§ **Exercise aim**: For each line in the data that includes "Phatthana", make a copy.

§ **Material for this exercise**:
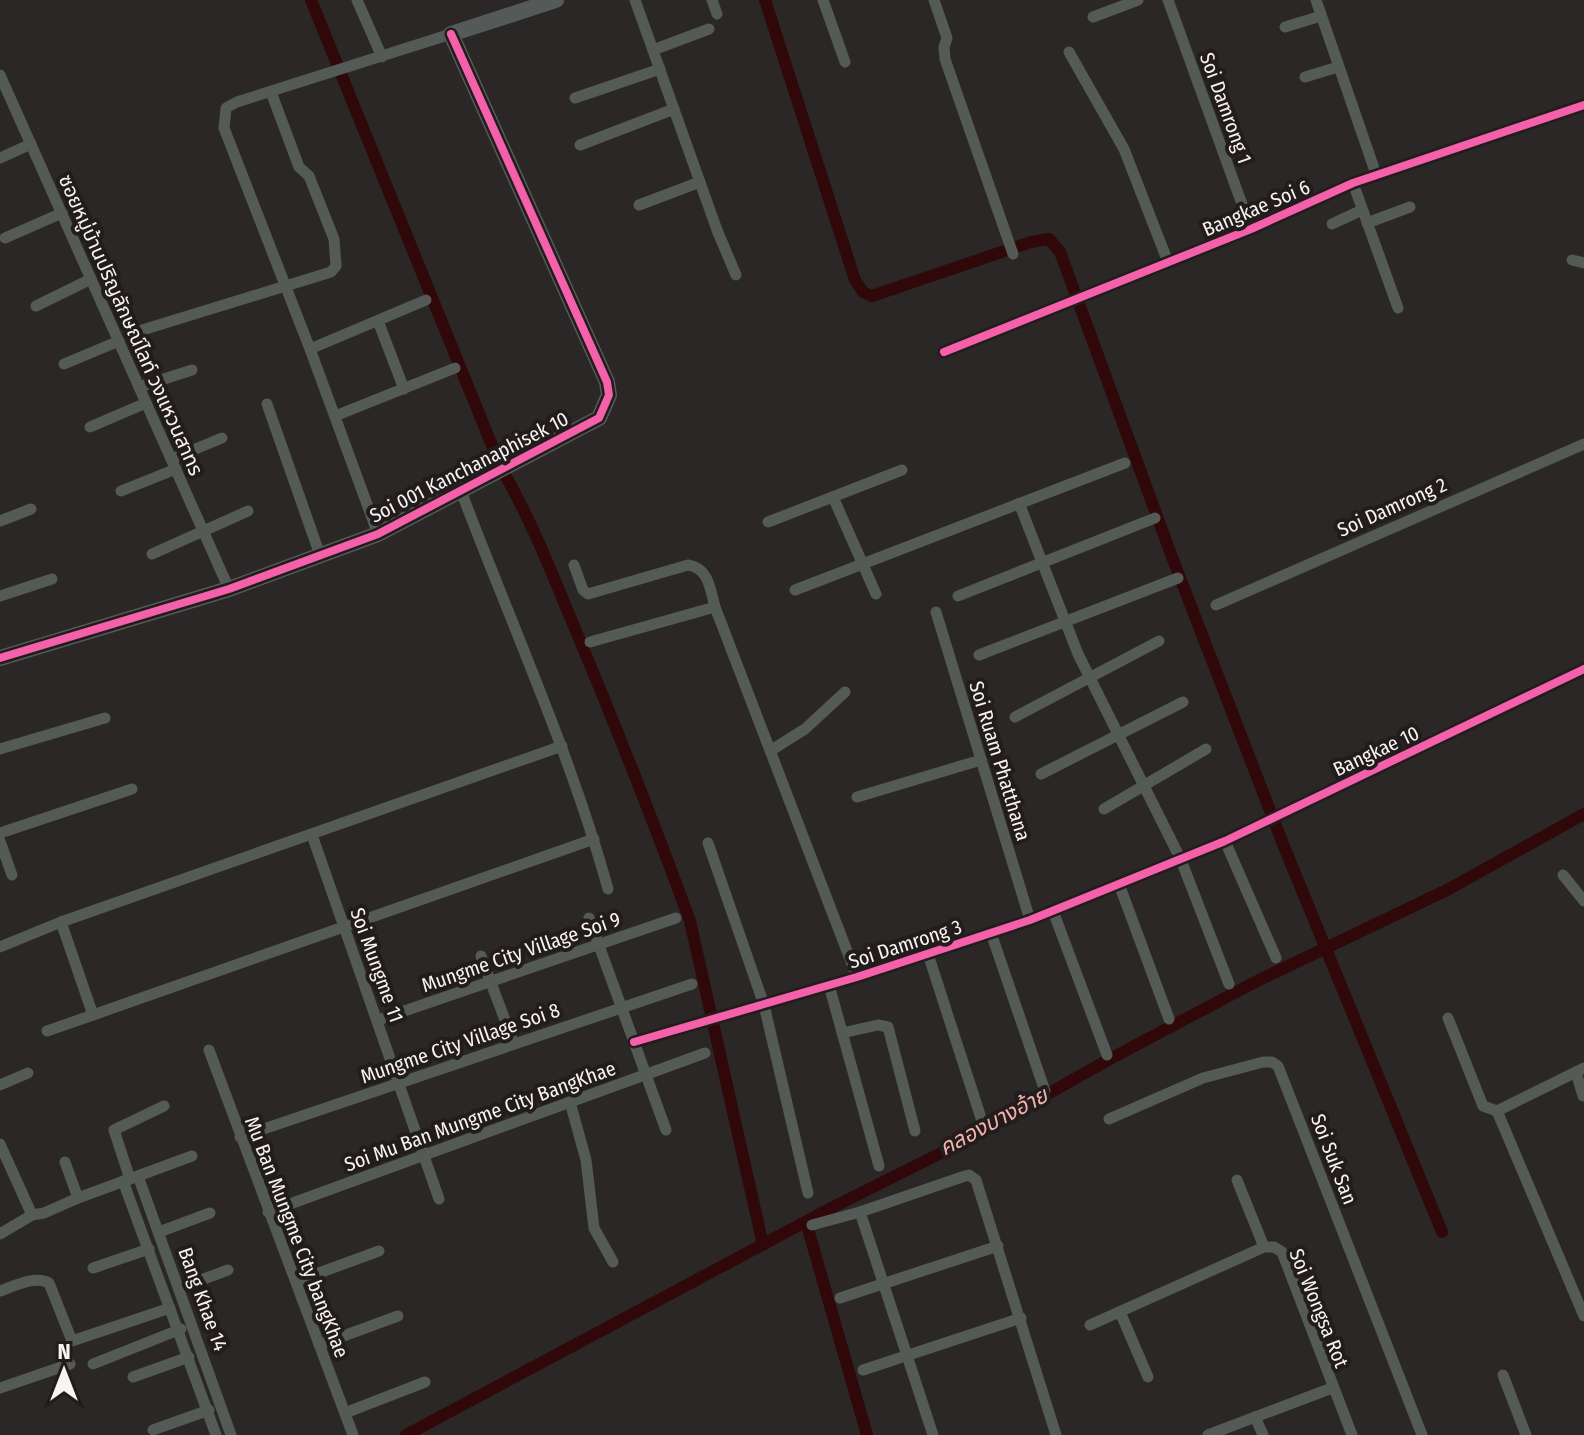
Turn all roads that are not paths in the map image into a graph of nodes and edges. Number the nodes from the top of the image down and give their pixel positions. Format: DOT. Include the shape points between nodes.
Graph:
graph roads {
  1 [pos="357,0"];
  2 [pos="556,0"];
  3 [pos="635,0"];
  4 [pos="712,0"];
  5 [pos="823,0"];
  6 [pos="934,0"];
  7 [pos="1138,0"];
  8 [pos="1168,0"];
  9 [pos="1316,0"];
  10 [pos="717,14"];
  11 [pos="1321,16"];
  12 [pos="1093,17"];
  13 [pos="1285,27"];
  14 [pos="709,29"];
  15 [pos="451,34"];
  16 [pos="653,50"];
  17 [pos="1069,52"];
  18 [pos="382,57"];
  19 [pos="845,62"];
  20 [pos="1338,67"];
  21 [pos="660,69"];
  22 [pos="0,77"];
  23 [pos="1305,77"];
  24 [pos="271,92"];
  25 [pos="575,98"];
  26 [pos="1584,105"];
  27 [pos="674,109"];
  28 [pos="31,144"];
  29 [pos="580,145"];
  30 [pos="0,158"];
  31 [pos="1376,174"];
  32 [pos="700,182"];
  33 [pos="1353,183"];
  34 [pos="639,205"];
  35 [pos="1410,207"];
  36 [pos="1362,210"];
  37 [pos="62,213"];
  38 [pos="1367,223"];
  39 [pos="1332,224"];
  40 [pos="1251,229"];
  41 [pos="5,238"];
  42 [pos="1013,254"];
  43 [pos="1168,262"];
  44 [pos="736,275"];
  45 [pos="91,279"];
  46 [pos="285,287"];
  47 [pos="426,300"];
  48 [pos="36,306"];
  49 [pos="1398,308"];
  50 [pos="378,321"];
  51 [pos="139,331"];
  52 [pos="119,341"];
  53 [pos="310,349"];
  54 [pos="944,352"];
  55 [pos="64,364"];
  56 [pos="455,368"];
  57 [pos="192,370"];
  58 [pos="139,387"];
  59 [pos="404,389"];
  60 [pos="146,403"];
  61 [pos="267,404"];
  62 [pos="335,416"];
  63 [pos="90,427"];
  64 [pos="222,438"];
  65 [pos="1584,444"];
  66 [pos="1125,463"];
  67 [pos="173,464"];
  68 [pos="902,470"];
  69 [pos="121,491"];
  70 [pos="461,491"];
  71 [pos="833,497"];
  72 [pos="1019,503"];
  73 [pos="31,509"];
  74 [pos="248,511"];
  75 [pos="1155,518"];
  76 [pos="0,521"];
  77 [pos="768,522"];
  78 [pos="203,530"];
  79 [pos="378,534"];
  80 [pos="152,554"];
  81 [pos="320,555"];
  82 [pos="1043,563"];
  83 [pos="862,564"];
  84 [pos="574,565"];
  85 [pos="1178,578"];
  86 [pos="52,579"];
  87 [pos="229,589"];
  88 [pos="795,590"];
  89 [pos="876,594"];
  90 [pos="0,596"];
  91 [pos="958,596"];
  92 [pos="1216,605"];
  93 [pos="715,607"];
  94 [pos="936,612"];
  95 [pos="1065,621"];
  96 [pos="1159,641"];
  97 [pos="590,642"];
  98 [pos="979,655"];
  99 [pos="0,658"];
  100 [pos="1584,669"];
  101 [pos="1091,679"];
  102 [pos="845,692"];
  103 [pos="1183,702"];
  104 [pos="1015,717"];
  105 [pos="105,718"];
  106 [pos="1118,733"];
  107 [pos="562,746"];
  108 [pos="0,749"];
  109 [pos="1206,749"];
  110 [pos="770,751"];
  111 [pos="981,760"];
  112 [pos="1041,774"];
  113 [pos="1144,786"];
  114 [pos="132,789"];
  115 [pos="857,797"];
  116 [pos="1104,809"];
  117 [pos="0,833"];
  118 [pos="312,835"];
  119 [pos="594,839"];
  120 [pos="0,841"];
  121 [pos="1225,841"];
  122 [pos="708,843"];
  123 [pos="1181,860"];
  124 [pos="12,875"];
  125 [pos="1563,875"];
  126 [pos="1119,884"];
  127 [pos="608,889"];
  128 [pos="1584,901"];
  129 [pos="1053,911"];
  130 [pos="589,918"];
  131 [pos="676,918"];
  132 [pos="1030,920"];
  133 [pos="61,922"];
  134 [pos="344,926"];
  135 [pos="991,933"];
  136 [pos="600,944"];
  137 [pos="0,947"];
  138 [pos="928,954"];
  139 [pos="481,956"];
  140 [pos="1276,958"];
  141 [pos="857,977"];
  142 [pos="490,982"];
  143 [pos="692,984"];
  144 [pos="1229,984"];
  145 [pos="829,985"];
  146 [pos="764,1005"];
  147 [pos="621,1007"];
  148 [pos="93,1015"];
  149 [pos="1448,1018"];
  150 [pos="1169,1019"];
  151 [pos="378,1020"];
  152 [pos="47,1031"];
  153 [pos="842,1033"];
  154 [pos="634,1042"];
  155 [pos="514,1044"];
  156 [pos="209,1050"];
  157 [pos="705,1053"];
  158 [pos="1107,1055"];
  159 [pos="1580,1070"];
  160 [pos="28,1073"];
  161 [pos="646,1075"];
  162 [pos="401,1083"];
  163 [pos="0,1085"];
  164 [pos="1045,1091"];
  165 [pos="1583,1096"];
  166 [pos="570,1102"];
  167 [pos="164,1106"];
  168 [pos="1497,1111"];
  169 [pos="981,1118"];
  170 [pos="1109,1119"];
  171 [pos="666,1130"];
  172 [pos="915,1131"];
  173 [pos="240,1137"];
  174 [pos="0,1144"];
  175 [pos="425,1155"];
  176 [pos="192,1156"];
  177 [pos="65,1162"];
  178 [pos="879,1166"];
  179 [pos="130,1178"];
  180 [pos="1237,1180"];
  181 [pos="808,1193"];
  182 [pos="78,1198"];
  183 [pos="439,1199"];
  184 [pos="268,1212"];
  185 [pos="860,1212"];
  186 [pos="210,1213"];
  187 [pos="32,1215"];
  188 [pos="812,1225"];
  189 [pos="159,1232"];
  190 [pos="0,1234"];
  191 [pos="998,1246"];
  192 [pos="1264,1247"];
  193 [pos="149,1249"];
  194 [pos="379,1251"];
  195 [pos="613,1262"];
  196 [pos="93,1268"];
  197 [pos="228,1270"];
  198 [pos="297,1281"];
  199 [pos="884,1284"];
  200 [pos="179,1288"];
  201 [pos="0,1291"];
  202 [pos="840,1298"];
  203 [pos="170,1308"];
  204 [pos="1120,1312"];
  205 [pos="398,1316"];
  206 [pos="1584,1316"];
  207 [pos="1021,1318"];
  208 [pos="192,1325"];
  209 [pos="1090,1325"];
  210 [pos="178,1330"];
  211 [pos="319,1345"];
  212 [pos="908,1355"];
  213 [pos="189,1357"];
  214 [pos="70,1364"];
  215 [pos="93,1364"];
  216 [pos="863,1370"];
  217 [pos="1503,1375"];
  218 [pos="133,1377"];
  219 [pos="1148,1377"];
  220 [pos="425,1382"];
  221 [pos="0,1388"];
  222 [pos="1332,1388"];
  223 [pos="220,1400"];
  224 [pos="208,1407"];
  225 [pos="345,1413"];
  226 [pos="1255,1417"];
  227 [pos="153,1430"];
  228 [pos="216,1435"];
  229 [pos="231,1435"];
  230 [pos="353,1435"];
  231 [pos="933,1435"];
  232 [pos="1056,1435"];
  233 [pos="1208,1435"];
  234 [pos="1263,1435"];
  235 [pos="1352,1435"];
  236 [pos="1422,1435"];
  237 [pos="1526,1435"];
  1 -- 18 [label="street"];
  2 -- 15 [label="street"];
  3 -- 16 [label="street"];
  4 -- 10 [label="street"];
  5 -- 19 [label="street"];
  6 -- 42 [label="street" via="947,38 945,59"];
  7 -- 12 [label="street"];
  8 -- 40 [label="street, Soi Damrong 1"];
  9 -- 11 [label="street"];
  11 -- 13 [label="street"];
  11 -- 20 [label="street"];
  14 -- 16 [label="street"];
  15 -- 18 [label="street"];
  15 -- 70 [label="street, Soi 001 Kanchanaphisek 10" via="609,395 599,418"];
  16 -- 21 [label="street"];
  17 -- 43 [label="street" via="1124,149"];
  18 -- 24 [label="street"];
  20 -- 23 [label="street"];
  20 -- 31 [label="street"];
  21 -- 25 [label="street"];
  21 -- 27 [label="street"];
  22 -- 28 [label="street, ซอยหมู่บ้านปริญลักษณ์ไลท์ วงแหวนสาทร"];
  24 -- 46 [label="street" via="226,108 224,128"];
  24 -- 46 [label="street" via="337,256 331,272"];
  26 -- 31 [label="street, Bangkae Soi 6"];
  27 -- 29 [label="street"];
  27 -- 32 [label="street"];
  28 -- 30 [label="street"];
  28 -- 37 [label="street, ซอยหมู่บ้านปริญลักษณ์ไลท์ วงแหวนสาทร"];
  31 -- 33 [label="street, Bangkae Soi 6"];
  32 -- 34 [label="street"];
  32 -- 44 [label="street"];
  33 -- 36 [label="street"];
  33 -- 40 [label="street, Bangkae Soi 6"];
  35 -- 38 [label="street"];
  36 -- 38 [label="street"];
  36 -- 39 [label="street"];
  37 -- 41 [label="street"];
  37 -- 45 [label="street, ซอยหมู่บ้านปริญลักษณ์ไลท์ วงแหวนสาทร"];
  38 -- 49 [label="street"];
  40 -- 43 [label="street, Bangkae Soi 6"];
  43 -- 54 [label="street, Bangkae Soi 6"];
  45 -- 48 [label="street"];
  45 -- 52 [label="street, ซอยหมู่บ้านปริญลักษณ์ไลท์ วงแหวนสาทร"];
  46 -- 51 [label="street"];
  46 -- 53 [label="street"];
  47 -- 50 [label="street"];
  50 -- 53 [label="street"];
  50 -- 59 [label="street"];
  52 -- 55 [label="street"];
  52 -- 58 [label="street, ซอยหมู่บ้านปริญลักษณ์ไลท์ วงแหวนสาทร"];
  53 -- 62 [label="street"];
  56 -- 59 [label="street"];
  57 -- 58 [label="street"];
  58 -- 60 [label="street, ซอยหมู่บ้านปริญลักษณ์ไลท์ วงแหวนสาทร"];
  59 -- 62 [label="street"];
  60 -- 63 [label="street"];
  60 -- 67 [label="street, ซอยหมู่บ้านปริญลักษณ์ไลท์ วงแหวนสาทร"];
  61 -- 81 [label="street"];
  62 -- 79 [label="street"];
  64 -- 67 [label="street"];
  65 -- 92 [label="street, Soi Damrong 2"];
  66 -- 72 [label="street"];
  67 -- 69 [label="street"];
  67 -- 78 [label="street, ซอยหมู่บ้านปริญลักษณ์ไลท์ วงแหวนสาทร"];
  68 -- 71 [label="street"];
  70 -- 79 [label="street, Soi 001 Kanchanaphisek 10"];
  70 -- 107 [label="street"];
  71 -- 77 [label="street"];
  71 -- 83 [label="street"];
  72 -- 82 [label="street"];
  72 -- 83 [label="street"];
  73 -- 76 [label="street"];
  74 -- 78 [label="street"];
  75 -- 82 [label="street"];
  78 -- 80 [label="street"];
  78 -- 87 [label="street, ซอยหมู่บ้านปริญลักษณ์ไลท์ วงแหวนสาทร"];
  79 -- 81 [label="street, Soi 001 Kanchanaphisek 10"];
  81 -- 87 [label="street, Soi 001 Kanchanaphisek 10"];
  82 -- 91 [label="street"];
  82 -- 95 [label="street"];
  83 -- 88 [label="street"];
  83 -- 89 [label="street"];
  84 -- 93 [label="street" via="588,594 699,566"];
  85 -- 95 [label="street"];
  86 -- 90 [label="street"];
  87 -- 99 [label="street, Soi 001 Kanchanaphisek 10"];
  93 -- 97 [label="street"];
  93 -- 110 [label="street"];
  94 -- 111 [label="street, Soi Ruam Phatthana"];
  95 -- 98 [label="street"];
  95 -- 101 [label="street"];
  96 -- 101 [label="street"];
  100 -- 121 [label="street, Bangkae 10"];
  101 -- 104 [label="street"];
  101 -- 106 [label="street"];
  102 -- 110 [label="street" via="805,729"];
  103 -- 106 [label="street"];
  105 -- 108 [label="street"];
  106 -- 112 [label="street"];
  106 -- 113 [label="street"];
  107 -- 118 [label="street"];
  107 -- 119 [label="street"];
  109 -- 113 [label="street"];
  110 -- 141 [label="street"];
  111 -- 115 [label="street"];
  111 -- 132 [label="street, Soi Ruam Phatthana"];
  113 -- 116 [label="street"];
  113 -- 123 [label="street"];
  114 -- 117 [label="street"];
  118 -- 133 [label="street"];
  118 -- 134 [label="street, Soi Mungme 11"];
  119 -- 127 [label="street"];
  119 -- 134 [label="street"];
  120 -- 124 [label="street"];
  121 -- 123 [label="street, Bangkae 10"];
  121 -- 140 [label="street"];
  122 -- 146 [label="street"];
  123 -- 126 [label="street, Soi Damrong 3"];
  123 -- 144 [label="street"];
  125 -- 128 [label="street"];
  126 -- 129 [label="street, Soi Damrong 3"];
  126 -- 150 [label="street"];
  129 -- 132 [label="street, Soi Damrong 3"];
  129 -- 158 [label="street"];
  130 -- 136 [label="street"];
  131 -- 136 [label="street, Mungme City Village Soi 9"];
  132 -- 135 [label="street, Soi Damrong 3"];
  133 -- 137 [label="street"];
  133 -- 148 [label="street"];
  134 -- 148 [label="street"];
  134 -- 151 [label="street, Soi Mungme 11"];
  135 -- 138 [label="street, Soi Damrong 3"];
  135 -- 164 [label="street"];
  136 -- 142 [label="street, Mungme City Village Soi 9"];
  136 -- 147 [label="street"];
  138 -- 141 [label="street, Soi Damrong 3"];
  138 -- 169 [label="street"];
  139 -- 142 [label="street"];
  141 -- 145 [label="street, Soi Damrong 3"];
  142 -- 151 [label="street, Mungme City Village Soi 9"];
  142 -- 155 [label="street"];
  143 -- 147 [label="street, Mungme City Village Soi 8"];
  145 -- 146 [label="street, Soi Damrong 3"];
  145 -- 153 [label="street"];
  146 -- 154 [label="street, Soi Damrong 3"];
  146 -- 181 [label="street"];
  147 -- 154 [label="street"];
  147 -- 155 [label="street, Mungme City Village Soi 8"];
  148 -- 152 [label="street"];
  149 -- 168 [label="street" via="1483,1106"];
  151 -- 162 [label="street, Soi Mungme 11"];
  153 -- 172 [label="street" via="888,1027"];
  153 -- 178 [label="street"];
  154 -- 161 [label="street"];
  155 -- 162 [label="street, Mungme City Village Soi 8"];
  156 -- 173 [label="street, Mu Ban Mungme City bangKhae"];
  157 -- 161 [label="street, Soi Mu Ban Mungme City BangKhae"];
  159 -- 165 [label="street"];
  159 -- 168 [label="street"];
  160 -- 163 [label="street"];
  161 -- 166 [label="street, Soi Mu Ban Mungme City BangKhae"];
  161 -- 171 [label="street"];
  162 -- 173 [label="street, Mungme City Village Soi 8"];
  162 -- 175 [label="street, Soi Mungme 11"];
  166 -- 175 [label="street, Soi Mu Ban Mungme City BangKhae"];
  166 -- 195 [label="street" via="586,1160 594,1228"];
  167 -- 179 [label="street" via="114,1130"];
  168 -- 206 [label="street"];
  170 -- 236 [label="street, Soi Suk San" via="1203,1078 1263,1062 1278,1066"];
  173 -- 184 [label="street, Mu Ban Mungme City bangKhae"];
  174 -- 187 [label="street"];
  175 -- 183 [label="street, Soi Mungme 11"];
  175 -- 184 [label="street, Soi Mu Ban Mungme City BangKhae"];
  176 -- 179 [label="street"];
  177 -- 182 [label="street"];
  179 -- 182 [label="street"];
  179 -- 189 [label="street, Bang Khae 14"];
  179 -- 193 [label="street, Bang Khae 14"];
  180 -- 192 [label="street"];
  182 -- 187 [label="street"];
  184 -- 198 [label="street, Mu Ban Mungme City bangKhae"];
  185 -- 188 [label="street"];
  185 -- 191 [label="street" via="969,1175 976,1180"];
  185 -- 199 [label="street"];
  186 -- 189 [label="street"];
  187 -- 190 [label="street"];
  189 -- 200 [label="street, Bang Khae 14"];
  191 -- 199 [label="street"];
  191 -- 207 [label="street"];
  192 -- 204 [label="street, Soi Wongsa Rot"];
  192 -- 222 [label="street, Soi Wongsa Rot" via="1282,1252"];
  193 -- 196 [label="street"];
  193 -- 203 [label="street, Bang Khae 14"];
  194 -- 198 [label="street"];
  197 -- 200 [label="street"];
  198 -- 211 [label="street, Mu Ban Mungme City bangKhae"];
  199 -- 202 [label="street"];
  199 -- 212 [label="street"];
  200 -- 208 [label="street, Bang Khae 14"];
  201 -- 203 [label="street" via="36,1280 49,1283 72,1341"];
  203 -- 210 [label="street, Bang Khae 14"];
  204 -- 209 [label="street, Soi Wongsa Rot"];
  204 -- 219 [label="street"];
  205 -- 211 [label="street"];
  207 -- 212 [label="street"];
  207 -- 232 [label="street"];
  208 -- 210 [label="street"];
  208 -- 223 [label="street, Bang Khae 14"];
  210 -- 213 [label="street, Bang Khae 14"];
  210 -- 215 [label="street"];
  211 -- 225 [label="street, Mu Ban Mungme City bangKhae"];
  212 -- 216 [label="street"];
  212 -- 231 [label="street"];
  213 -- 218 [label="street"];
  213 -- 224 [label="street, Bang Khae 14"];
  214 -- 221 [label="street"];
  217 -- 237 [label="street"];
  220 -- 225 [label="street"];
  222 -- 226 [label="street"];
  222 -- 235 [label="street, Soi Wongsa Rot"];
  223 -- 224 [label="street"];
  223 -- 229 [label="street, Bang Khae 14"];
  224 -- 227 [label="street"];
  224 -- 228 [label="street, Bang Khae 14"];
  225 -- 230 [label="street, Mu Ban Mungme City bangKhae"];
  226 -- 233 [label="street"];
  226 -- 234 [label="street"];
}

§ **Answer to this task**:
  94 -- 111 [label="street, Soi Ruam Phatthana"];
  111 -- 132 [label="street, Soi Ruam Phatthana"];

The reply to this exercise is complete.